Perf Cost: Texture Object & Texture Sample vs Texture Object & Texture Sample *2

WpWhite · December 28, 2022, 5:46pm

So say you have a 4 channel texture, you plop it in a texture object and sample that using a texture sample. This has a cost, now you want to do something with the uvs or the mips or something so you plop down another texture sample and plug it up to the same object. Did you double your cost or no, or something else? What’s going on under the hood here?

MostHost_LA · December 28, 2022, 6:30pm

Shouldn’t be a double cost, but you need to bench it to be sure.

Using 2 of the same texture as manually set in a texture sample has no additional memory cost (that’s all you care about) for the material.

Its basically the reason it is better to pack textures togeter as much as possible.
Less files = less memory footprint = less drag on performance.
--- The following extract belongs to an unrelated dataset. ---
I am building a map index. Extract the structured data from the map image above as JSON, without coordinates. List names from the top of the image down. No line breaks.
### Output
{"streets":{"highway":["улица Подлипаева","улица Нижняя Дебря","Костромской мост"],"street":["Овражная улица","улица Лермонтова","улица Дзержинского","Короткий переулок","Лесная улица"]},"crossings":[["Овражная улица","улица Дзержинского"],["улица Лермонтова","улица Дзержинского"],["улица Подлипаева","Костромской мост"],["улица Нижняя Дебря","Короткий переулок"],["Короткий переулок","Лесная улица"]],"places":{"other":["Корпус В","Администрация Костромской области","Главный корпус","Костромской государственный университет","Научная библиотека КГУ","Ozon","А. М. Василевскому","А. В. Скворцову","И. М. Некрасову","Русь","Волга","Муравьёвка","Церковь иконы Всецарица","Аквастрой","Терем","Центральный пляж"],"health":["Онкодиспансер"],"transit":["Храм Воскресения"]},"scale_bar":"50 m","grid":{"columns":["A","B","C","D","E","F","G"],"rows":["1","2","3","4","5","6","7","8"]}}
Theres also the fact you want to always use the correct texture size for the job.
Ei: no point loading in an 8k texture when you see maybe 1/64th of it on screen?
Using larger than needed textures is the #1 cause for performance loss.

At the same time, It is better to have 8K textures saved somewhere when you make an asset. Its just that they shouldn’t be making it into the final game without being reduced and compressed as much as needed.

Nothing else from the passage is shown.